2 – Atentar pelas medidas de prevenção com o fomento das soluções baseadas na natureza, para reduzir os riscos de eventos climáticos extremos e aumentar a resiliência urbana e ecossistêmica.
3 – Fortalecer e atualizar o Plano de Contingência (Placon), com medidas a partir dos novos parâmetros acessíveis ao público e eficazes para lidar com desastres, fundamentados em evidências científicas, e garantir a existência de processos e infraestruturas adequadas para evacuação, alojamento, assistência e cuidados às vítimas de desastres.

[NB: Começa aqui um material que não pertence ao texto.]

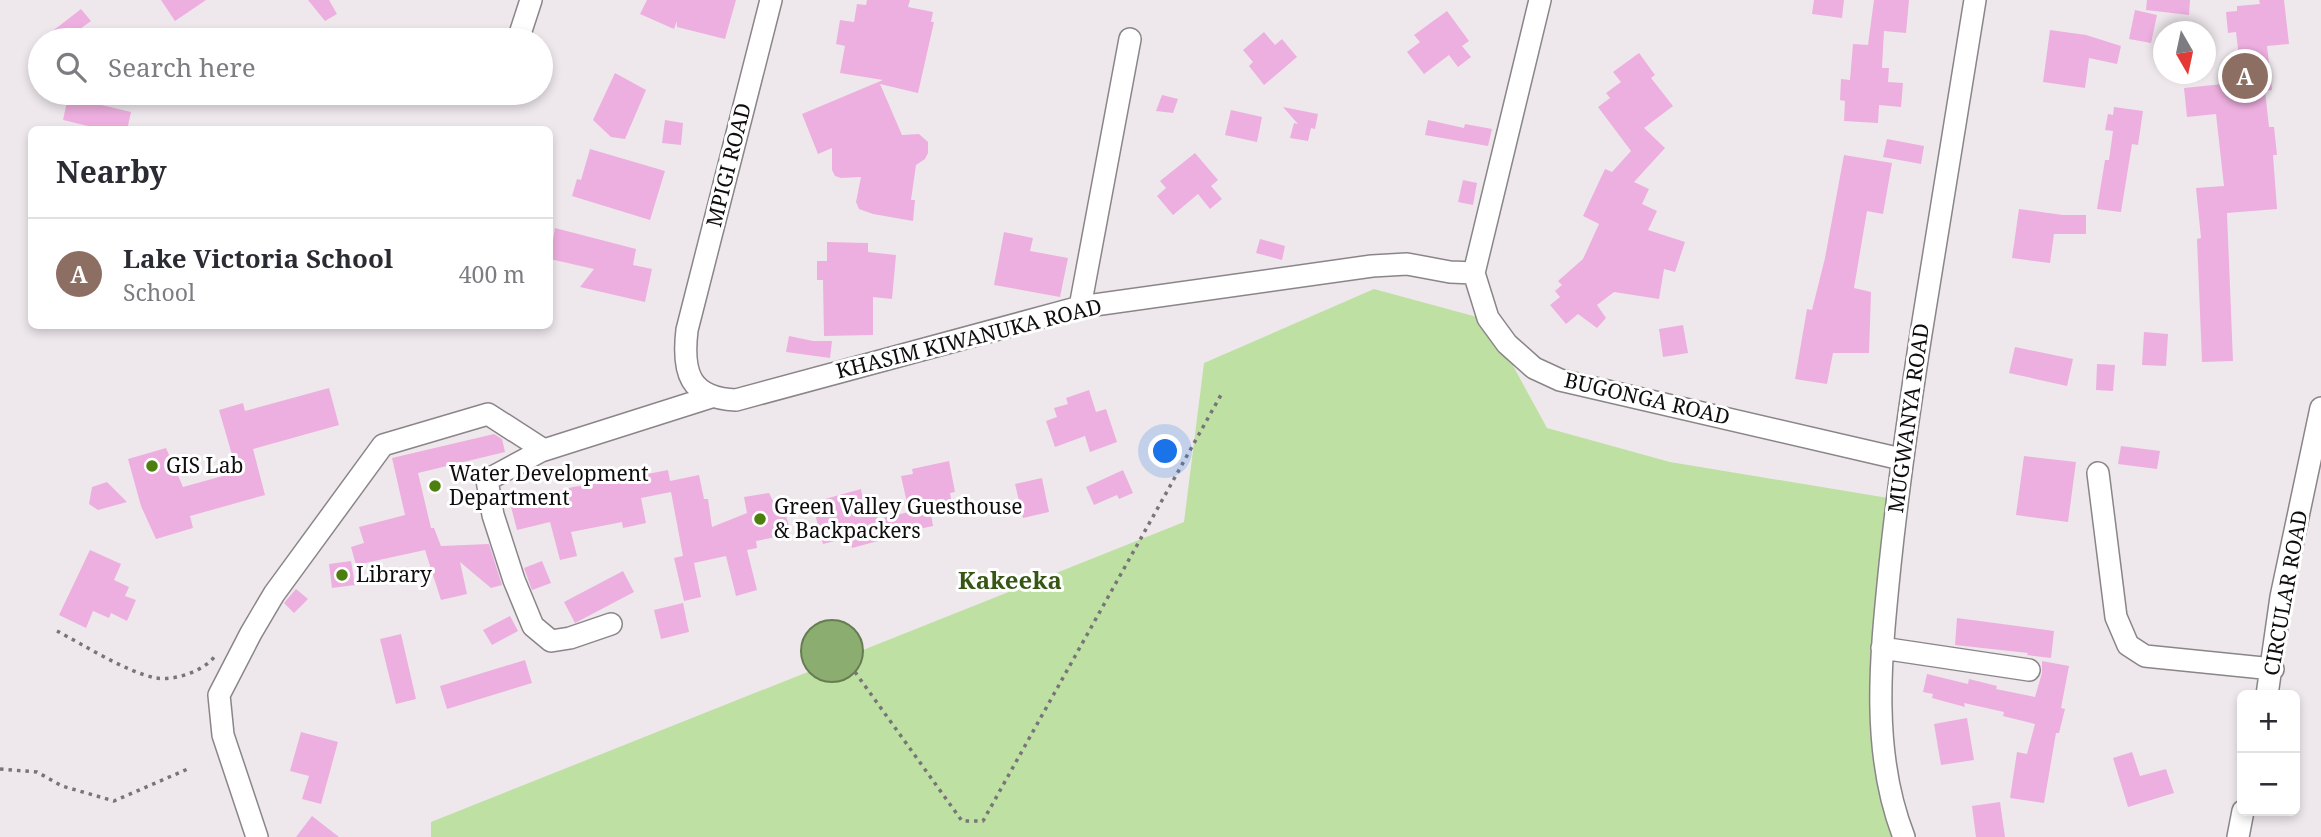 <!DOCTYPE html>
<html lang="en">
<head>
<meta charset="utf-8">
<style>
	:root { --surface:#fff; --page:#f7f7f7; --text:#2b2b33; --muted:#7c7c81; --line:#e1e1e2; --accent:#0f766e }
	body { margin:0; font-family:"Noto Serif",serif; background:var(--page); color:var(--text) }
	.controls { position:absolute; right:21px; bottom:21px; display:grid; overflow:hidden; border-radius:10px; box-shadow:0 4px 10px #0003 }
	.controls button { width:63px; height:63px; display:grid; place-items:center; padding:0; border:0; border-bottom:2px solid var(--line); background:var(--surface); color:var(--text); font:35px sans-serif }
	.compass { position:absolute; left:2153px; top:21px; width:63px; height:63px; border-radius:50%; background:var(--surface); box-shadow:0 4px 10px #0003; rotate:171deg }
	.you { position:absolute; left:1166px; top:452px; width:24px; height:24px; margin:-18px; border:5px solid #fff; border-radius:50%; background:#1a73e8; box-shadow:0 0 0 10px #1a73e833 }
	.badge { display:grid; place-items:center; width:46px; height:46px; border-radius:50%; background:var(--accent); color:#fff; font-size:23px; font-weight:700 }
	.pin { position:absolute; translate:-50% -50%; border:4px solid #fff; box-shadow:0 2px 7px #0006 }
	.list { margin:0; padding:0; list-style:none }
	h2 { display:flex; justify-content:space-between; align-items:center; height:91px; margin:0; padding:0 28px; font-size:30px }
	h2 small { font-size:23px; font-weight:400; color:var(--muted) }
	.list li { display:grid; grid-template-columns:46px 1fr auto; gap:21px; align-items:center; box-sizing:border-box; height:112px; padding:0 28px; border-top:2px solid var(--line) }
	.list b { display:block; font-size:26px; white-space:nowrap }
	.list p { margin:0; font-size:23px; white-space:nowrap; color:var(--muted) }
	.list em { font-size:23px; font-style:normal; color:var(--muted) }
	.icon { flex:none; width:38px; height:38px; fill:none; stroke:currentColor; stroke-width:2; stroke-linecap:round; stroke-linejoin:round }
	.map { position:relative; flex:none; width:2321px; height:837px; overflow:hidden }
	.search { position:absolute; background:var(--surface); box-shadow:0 4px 10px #0003; left:28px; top:28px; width:525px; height:77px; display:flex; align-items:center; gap:18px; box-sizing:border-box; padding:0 24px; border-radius:38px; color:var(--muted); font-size:26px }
	.panel { position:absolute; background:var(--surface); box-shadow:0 4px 10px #0003; left:28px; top:126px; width:525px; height:203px; border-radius:10px }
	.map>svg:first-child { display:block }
</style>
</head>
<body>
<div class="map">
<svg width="2321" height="837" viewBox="0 0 2321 837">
	<rect width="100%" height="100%" fill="#eee8ec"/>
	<path fill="#bee0a3" d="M1374 289 1488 320 1547 428 1670 462 1894 499 1887 799 1903 837H431V822L1184 522 1204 363Z"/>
	<path fill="#8bad6f" stroke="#667d52" stroke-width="2" d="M801 651a31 31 0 1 1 62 0a31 31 0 1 1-62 0Z"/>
	<path fill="#edafdf" d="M161 0H206L175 21Z
		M308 0H329L337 14 325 21Z
		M647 0H736L725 39 677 27V21L674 29 640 14Z
		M867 0H910L908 7 933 12 931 22H934L918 93 880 84 902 135 919 134 928 142V153L925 159 916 165 911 200H915L913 221 873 214 859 209 856 202 861 177 841 178 835 176 832 170V148L818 154 802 114 883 80 840 73 845 46 836 44 840 20 854 22 857 4 866 5Z
		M1814 0H1844L1842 18 1812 14Z
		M1874 0H1909L1906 33 1884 31 1882 68H1889L1888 82 1903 83 1901 107 1879 105 1878 123 1844 121 1845 101 1840 100 1841 79 1850 80 1853 44 1868 45Z
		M2147 0H2190L2189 15 2146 10Z
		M2259 0H2284L2289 44 2267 46 2272 90 2265 91 2269 127H2274L2277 155H2273L2277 209 2227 213 2233 361 2202 362 2197 239 2201 238 2196 188 2224 186 2216 114 2187 117 2184 88 2242 82 2236 32 2228 33 2226 12 2237 11V6L2260 4Z
		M81 9 91 21 80 29 89 40H41Z
		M2135 10 2157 15 2151 43 2129 39Z
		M1447 11 1469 41 1462 46 1471 57 1458 67 1449 55 1424 74 1407 52 1420 42 1414 35Z
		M2050 30 2086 35 2121 46 2117 64 2089 58 2085 88 2043 82Z
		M1264 32 1275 45 1282 39 1297 57 1264 85 1249 66 1253 62 1243 50Z
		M1639 53 1655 75 1651 78 1673 106 1644 128 1665 148 1634 182 1649 189 1642 204 1657 211 1648 230 1685 242 1675 272 1664 269 1659 299 1614 292 1597 305 1606 318 1597 328 1578 314 1566 324 1550 305 1560 297 1555 291 1562 285 1558 281 1583 259 1599 224 1583 216 1605 169 1612 172 1631 151 1598 107 1610 98 1606 93 1621 82 1613 72Z
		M615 73 646 90 625 139 611 137 593 120Z
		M1162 95 1178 99 1173 113 1156 111Z
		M68 97 131 112 127 130H105L63 120Z
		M1283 107 1318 114 1315 129 1311 128 1308 141 1290 138 1294 123 1298 124Z
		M2114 107 2143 111 2138 145 2132 144 2121 212 2097 209 2105 160H2109L2113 131 2105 130 2108 114 2113 115Z
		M1231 110 1262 117 1257 142 1225 135Z
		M665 120 683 123 681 145 662 143Z
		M1428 120 1464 128 1465 124 1492 129 1488 146 1425 135Z
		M1887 139 1924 146 1921 164 1883 157Z
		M590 149 665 171 650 220 572 196 577 179 581 180Z
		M1195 153 1218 180 1211 186 1222 199 1210 209 1198 194 1173 215 1157 196 1166 188 1160 181Z
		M1844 155 1892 163 1883 214 1867 211 1854 288 1871 292 1869 353H1833L1827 384 1795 379 1807 309 1812 310 1825 258Z
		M1463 180 1477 183 1473 205 1458 202Z
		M2019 209 2063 215H2086V234H2054L2050 263 2012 258Z
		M555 228 636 249 633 265 652 269 645 302 580 287 594 269 550 259Z
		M1004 232 1033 238 1030 251 1068 258 1060 297 994 285Z
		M1260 239 1285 246 1282 260 1256 253Z
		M827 242 868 243V252L896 255 892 299 873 297V335L824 336 823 280H817V261H827Z
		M1683 325 1688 353 1663 357 1659 329Z
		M2144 332 2168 334 2166 366 2142 365Z
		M789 336 813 341H832L830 358 786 352Z
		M2015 347 2073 359 2067 386 2009 373Z
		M2097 364 2115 365 2113 391 2096 390Z
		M329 388 339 425 253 449 265 495 190 516 193 528 156 539 141 506 128 459 166 448 183 487 237 472 219 410 243 403 245 411Z
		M1089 390 1096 412 1106 409 1117 442 1090 452 1085 436 1055 447 1046 421 1057 417 1054 408 1068 404 1066 398Z
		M494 434 502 439 505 452 418 473 431 528H434L441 546 489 544 502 585 491 588 460 562 467 594 441 600 425 550 356 565 351 547 364 543 359 527 405 515 392 458Z
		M2121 446 2160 451 2157 469 2118 464Z
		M2024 456 2076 462 2068 522 2016 515Z
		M949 461 955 492 950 493 952 504 930 508 933 526 877 538 878 541 852 548 850 537 823 544 814 510 826 507 825 499 861 489 863 500 871 498 878 519 909 512 901 476 913 474 912 469Z
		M668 470 670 481 699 475 704 499H708L712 527 747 513 744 497 769 493 773 501 782 500 790 531 782 532 781 536 756 541 757 548 747 550 757 590 736 596 726 556 694 563 701 597 684 601 674 558 683 556 671 492 641 498 646 523 623 528 622 522 571 532 577 556 560 560 550 522 517 530 510 503 573 487 606 482V478L621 475 622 479Z
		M1123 470 1133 493 1119 499 1117 495 1094 505 1086 487Z
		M1042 478 1049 512 1023 518 1015 484Z
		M107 482 127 502 98 510 89 504 92 487Z
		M90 550 121 564 114 580 129 587 125 596 136 600 127 621 111 613 109 618 93 611 86 628 59 615Z
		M351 561 355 585 332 588 329 564Z
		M542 561 551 583 532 590 524 568Z
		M623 571 634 592 575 623 564 602Z
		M296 589 308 599 294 613 284 603Z
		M683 603 689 632 661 639 654 610Z
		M510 616 518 631 492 645 483 630Z
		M1957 618 2054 631 2051 658 2027 655 2028 653 1955 645Z
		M401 634 416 699 396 704 380 639Z
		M525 660 532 683 447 709 440 686Z
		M2042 661 2069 666 2061 708 2065 709 2059 733H2056L2044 803 2010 798 2017 752 2027 754 2035 724 2003 716 2004 712 1964 703 1965 707 1932 698 1933 694 1923 692 1927 674 1968 684 1969 679 1997 686 1996 689 2035 697 2042 673Z
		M1967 718 1974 760 1941 765 1934 724Z
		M301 732 338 742 321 804 302 799 309 776 290 771Z
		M2132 752 2140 776 2166 769 2174 793 2128 807 2113 758Z
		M2000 802 2005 837H1976L1972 806Z
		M312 816 339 837H296Z"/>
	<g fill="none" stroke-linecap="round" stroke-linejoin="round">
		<g stroke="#8a8589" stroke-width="24">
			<path id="minor" d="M771 0 687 330C682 372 689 398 736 400L1080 307 1372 266 1407 264 1450 272 1474 273
				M1540 0 1474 273 1488 318 1507 344 1534 368 1560 380 1901 459
				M518 40 531 0
				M1080 307 1130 39
				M2098 473 2116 617 2128 645 2145 656 2273 669
				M611 624 570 638 551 641 533 626 514 580 493 515 487 480 541 451 711 397
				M1882 648 2029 670
				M2267 695 2281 597 2321 408
				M257 837 223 735 219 695 251 633 274 594 383 445 488 414 544 450
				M1904 837C1870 751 1881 654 1890 565 1898 488 1909 411 1921 334 1939 223 1957 111 1975 0
				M2238 837 2243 811"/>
		</g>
		<path stroke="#797577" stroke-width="3.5" stroke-dasharray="3.5 5" stroke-linecap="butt" d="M57 631C84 645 126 672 156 678 175 681 204 671 215 656
			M855 672 962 821H983L1222 393
			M0 769 37 772 62 786 114 801 190 768"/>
		<use href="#minor" stroke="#fff" stroke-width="21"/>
	</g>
	<g fill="#4d7f0f" stroke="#fff" stroke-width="2.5">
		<circle cx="152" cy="466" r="7"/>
		<circle cx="435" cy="486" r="7"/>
		<circle cx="760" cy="519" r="7"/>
		<circle cx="342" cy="575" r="7"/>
	</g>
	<g text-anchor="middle" stroke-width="6" stroke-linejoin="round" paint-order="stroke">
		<g font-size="21" fill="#0f0d0e" stroke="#fff">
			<text transform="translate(729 165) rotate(-76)" y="7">MPIGI ROAD</text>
			<text transform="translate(969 339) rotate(-14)" y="7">KHASIM KIWANUKA ROAD</text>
			<text transform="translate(1647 399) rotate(13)" y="7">BUGONGA ROAD</text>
			<text transform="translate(1909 418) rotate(-82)" y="7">MUGWANYA ROAD</text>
			<text transform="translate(2286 593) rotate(-80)" y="7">CIRCULAR ROAD</text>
		</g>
		<g font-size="21" fill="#0f0d0e" stroke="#fff" text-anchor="start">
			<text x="166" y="473">GIS Lab</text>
			<text x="449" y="481">Water Development<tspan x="449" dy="24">Department</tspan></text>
			<text x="774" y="514">Green Valley Guesthouse<tspan x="774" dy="24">&amp; Backpackers</tspan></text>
			<text x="356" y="582">Library</text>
		</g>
		<g font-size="24" font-weight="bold" fill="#365614" stroke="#fff">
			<text x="1010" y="589">Kakeeka</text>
		</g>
	</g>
</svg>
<div class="controls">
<button>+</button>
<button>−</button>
</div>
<svg class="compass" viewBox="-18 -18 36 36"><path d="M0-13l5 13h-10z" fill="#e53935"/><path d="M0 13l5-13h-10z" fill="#7c7c81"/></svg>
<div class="you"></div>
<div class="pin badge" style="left:2245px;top:76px;background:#8d6e63">A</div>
<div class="search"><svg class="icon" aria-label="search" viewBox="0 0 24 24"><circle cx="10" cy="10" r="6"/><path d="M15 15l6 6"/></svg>Search here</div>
<section class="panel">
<h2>Nearby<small></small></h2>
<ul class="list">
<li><span class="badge" style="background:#8d6e63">A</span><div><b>Lake Victoria School</b><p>School</p></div><em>400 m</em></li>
</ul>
</section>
</div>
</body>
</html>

4 – Garantir a implementação das defesas civis populares, em parceria com entidades da comunidade que possam fortalecer as ações de enfrentamento das situações de urgência, com treinamento e equipamentos adequados.
5 – Zelar pela criação e implementação de políticas de descarbonização e neutralização das emissões de gases de efeito estufa – GEE, como exemplos o IPTU Verde, utilização de ônibus elétricos no transporte público, entre outros.
6 – Pleitear que o Governo Federal garanta ao Município de São Leopoldo, e aos demais municípios das bacias, os recursos necessários para os estudos de volumes pluviométricos, e da capacidade dos rios.
7 – Pleitear que o Governo Federal garanta os recursos para os estudos e projetos de ampliação da segurança do sistema de proteção das cheias (diques), construção de bacias de amortecimento e modernização do sistema das Casas de Bombas;
8 – Pleitear que o Governo Federal crie uma estrutura que possa garantir a gestão integrada dos sistemas de proteção das cheias do Rio Grande do Sul, com a participação dos municípios, do governo do Estado e com a participação popular.
9 – Pleitear que o governo do Estado do Rio Grande do Sul agilize o licenciamento para permitir o trabalho de dragagem do Rio dos Sinos, severamente assoreado com o expressivo volume das chuvas.
10 – Implantação de medidas econômicas, estruturais, sociais, de saúde, culturais, educacionais, ambientais, tecnológicas, políticas e institucionais integradas e inclusivas que evitem e reduzam a exposição a riscos e vulnerabilidade a desastres, aumentem a preparação para resposta e recuperação e, assim, fortalecem a resiliência.